Collected data:
-- Opening Marker --

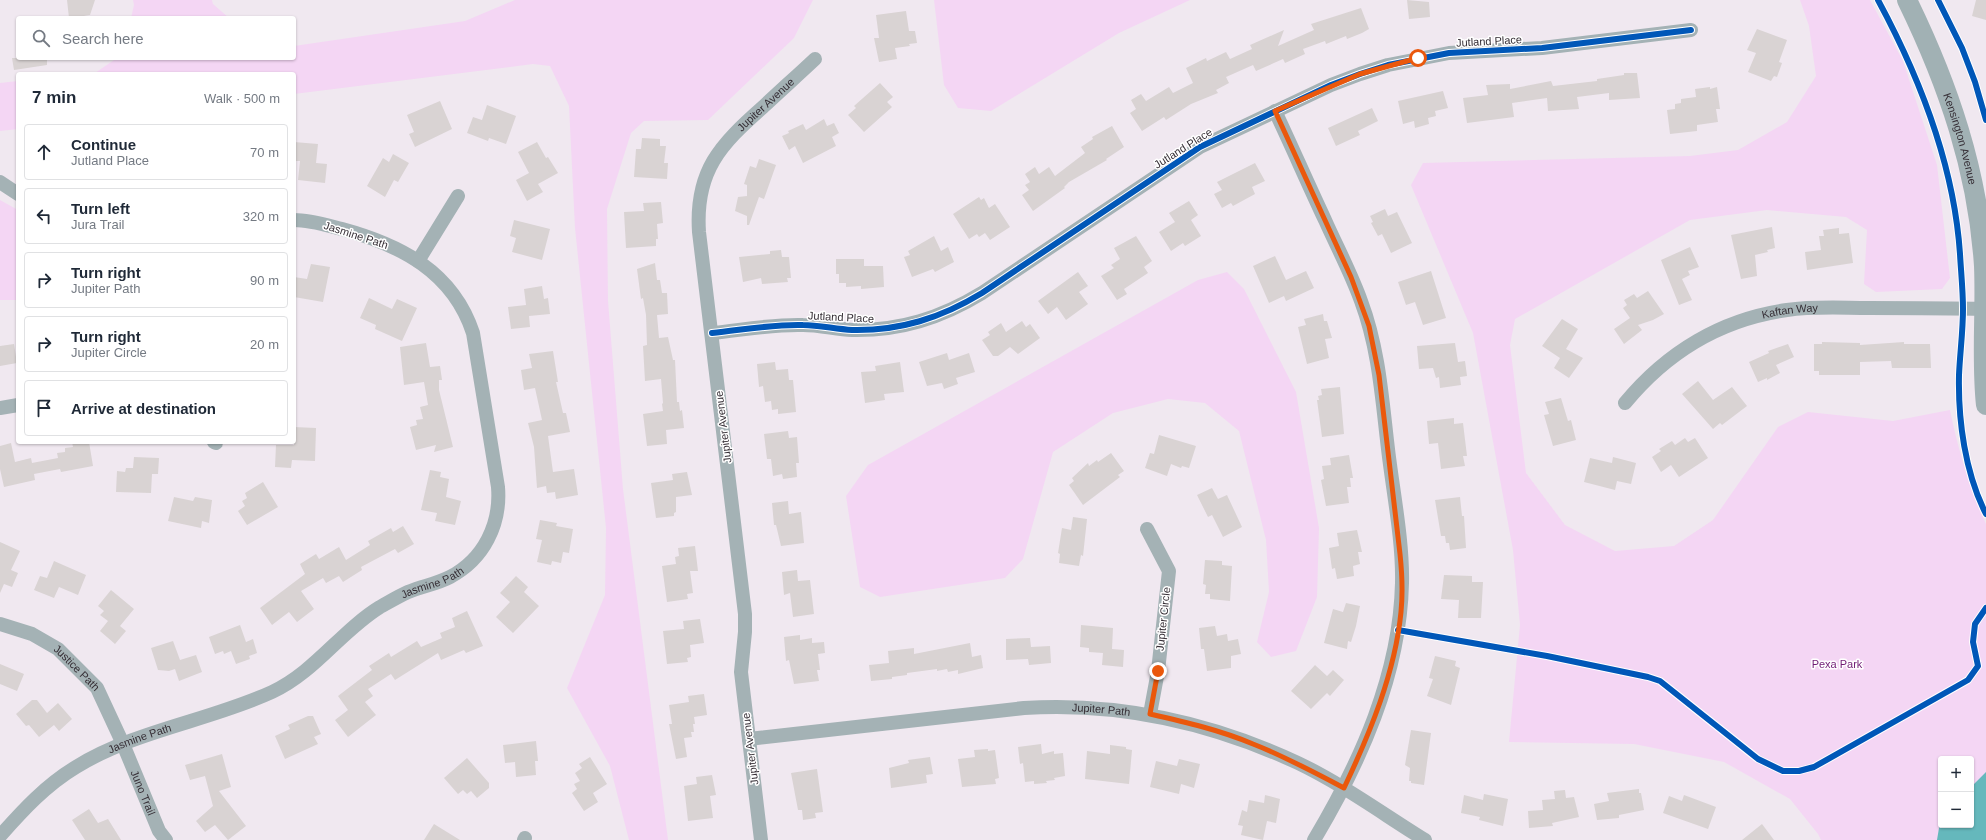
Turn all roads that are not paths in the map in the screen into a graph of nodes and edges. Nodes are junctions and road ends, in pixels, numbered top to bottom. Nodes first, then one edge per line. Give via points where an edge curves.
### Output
1 (1907, 0) edge
2 (1690, 30) dead end
3 (815, 60) dead end
4 (1275, 111) junction
5 (0, 182) edge
6 (16, 193) edge
7 (458, 196) dead end
8 (296, 220) edge
9 (418, 261) junction
10 (1985, 309) junction
11 (712, 333) junction
12 (1625, 403) dead end
13 (16, 405) edge
14 (1986, 405) edge
15 (0, 408) edge
16 (1147, 529) dead end
17 (0, 624) edge
18 (1150, 714) junction
19 (749, 739) junction
20 (123, 744) junction
21 (1344, 788) junction
22 (0, 836) edge
23 (166, 840) edge
24 (761, 840) edge
25 (1314, 840) edge
26 (1425, 840) edge

1 - 10 street, Kensington Avenue via 1940,73 1964,145 1979,221
2 - 4 street, Jutland Place via 1542,48 1466,51 1418,58 1360,74
3 - 11 street, Jupiter Avenue via 729,138 712,161 701,196 699,219
4 - 11 street, Jutland Place via 1200,147 982,294 949,312 893,328 852,330 783,325
4 - 21 street via 1351,277 1369,326 1379,375 1400,554 1401,611 1389,670 1362,749
5 - 6 street
7 - 9 street
8 - 9 street, Jasmine Path via 319,223 358,234 397,249
9 - 20 street, Jasmine Path via 448,287 463,309 473,333 498,496 497,518 488,540 464,569 450,577 407,592 380,607 356,624 317,661 283,686 250,701
10 - 12 street, Kaftan Way via 1811,308 1764,314 1730,324 1687,345 1664,363
10 - 14 street, Kensington Avenue
11 - 19 street, Jupiter Avenue via 745,614 741,672
13 - 15 street
16 - 18 street, Jupiter Circle via 1168,571 1158,671
17 - 20 street, Justice Path via 32,634 58,649 97,688
18 - 19 street, Jupiter Path via 1088,707 1040,707
18 - 21 street, Jupiter Path via 1202,726 1252,743
19 - 24 street, Jupiter Avenue
20 - 22 street, Jasmine Path via 76,767 31,801
20 - 23 street, Juno Trail via 159,831
21 - 25 street
21 - 26 street, Jupiter Path

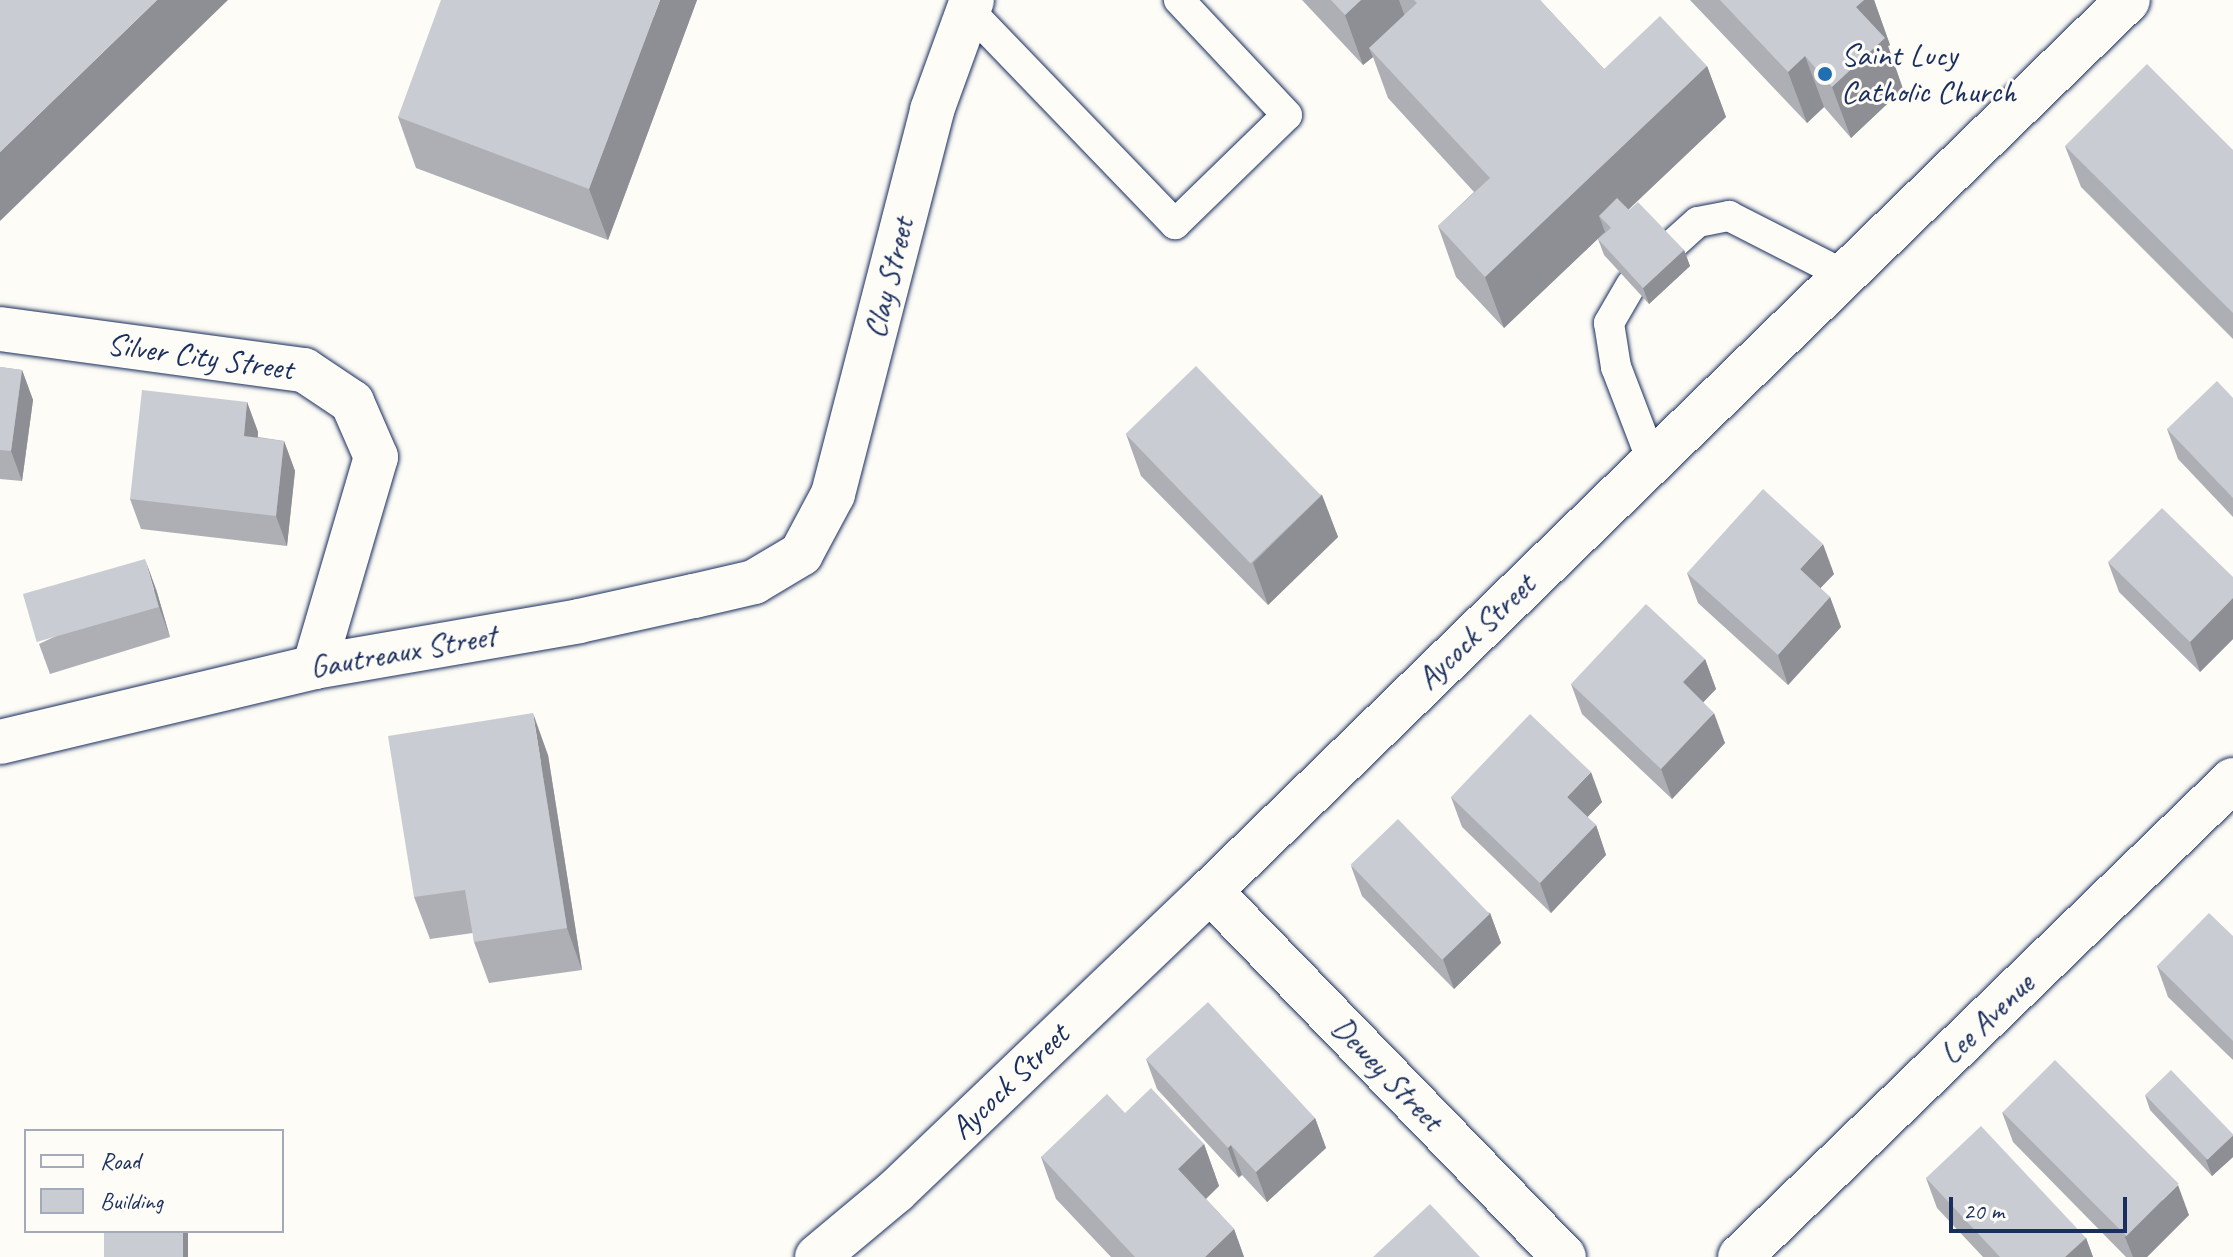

-- Closing Marker --

In the copy, include no pictures; otherwise transcribe the entries exactly.

◆ PROBLEM SOLUTION:
Turn all roads that are not paths in the map in the screen into a graph of nodes and edges. Nodes are junctions and road ends, in pixels, numbered top to bottom. Nodes first, then one edge per line. Give via points where an edge curves.
### Output
1 (1907, 0) edge
2 (1690, 30) dead end
3 (815, 60) dead end
4 (1275, 111) junction
5 (0, 182) edge
6 (16, 193) edge
7 (458, 196) dead end
8 (296, 220) edge
9 (418, 261) junction
10 (1985, 309) junction
11 (712, 333) junction
12 (1625, 403) dead end
13 (16, 405) edge
14 (1986, 405) edge
15 (0, 408) edge
16 (1147, 529) dead end
17 (0, 624) edge
18 (1150, 714) junction
19 (749, 739) junction
20 (123, 744) junction
21 (1344, 788) junction
22 (0, 836) edge
23 (166, 840) edge
24 (761, 840) edge
25 (1314, 840) edge
26 (1425, 840) edge

1 - 10 street, Kensington Avenue via 1940,73 1964,145 1979,221
2 - 4 street, Jutland Place via 1542,48 1466,51 1418,58 1360,74
3 - 11 street, Jupiter Avenue via 729,138 712,161 701,196 699,219
4 - 11 street, Jutland Place via 1200,147 982,294 949,312 893,328 852,330 783,325
4 - 21 street via 1351,277 1369,326 1379,375 1400,554 1401,611 1389,670 1362,749
5 - 6 street
7 - 9 street
8 - 9 street, Jasmine Path via 319,223 358,234 397,249
9 - 20 street, Jasmine Path via 448,287 463,309 473,333 498,496 497,518 488,540 464,569 450,577 407,592 380,607 356,624 317,661 283,686 250,701
10 - 12 street, Kaftan Way via 1811,308 1764,314 1730,324 1687,345 1664,363
10 - 14 street, Kensington Avenue
11 - 19 street, Jupiter Avenue via 745,614 741,672
13 - 15 street
16 - 18 street, Jupiter Circle via 1168,571 1158,671
17 - 20 street, Justice Path via 32,634 58,649 97,688
18 - 19 street, Jupiter Path via 1088,707 1040,707
18 - 21 street, Jupiter Path via 1202,726 1252,743
19 - 24 street, Jupiter Avenue
20 - 22 street, Jasmine Path via 76,767 31,801
20 - 23 street, Juno Trail via 159,831
21 - 25 street
21 - 26 street, Jupiter Path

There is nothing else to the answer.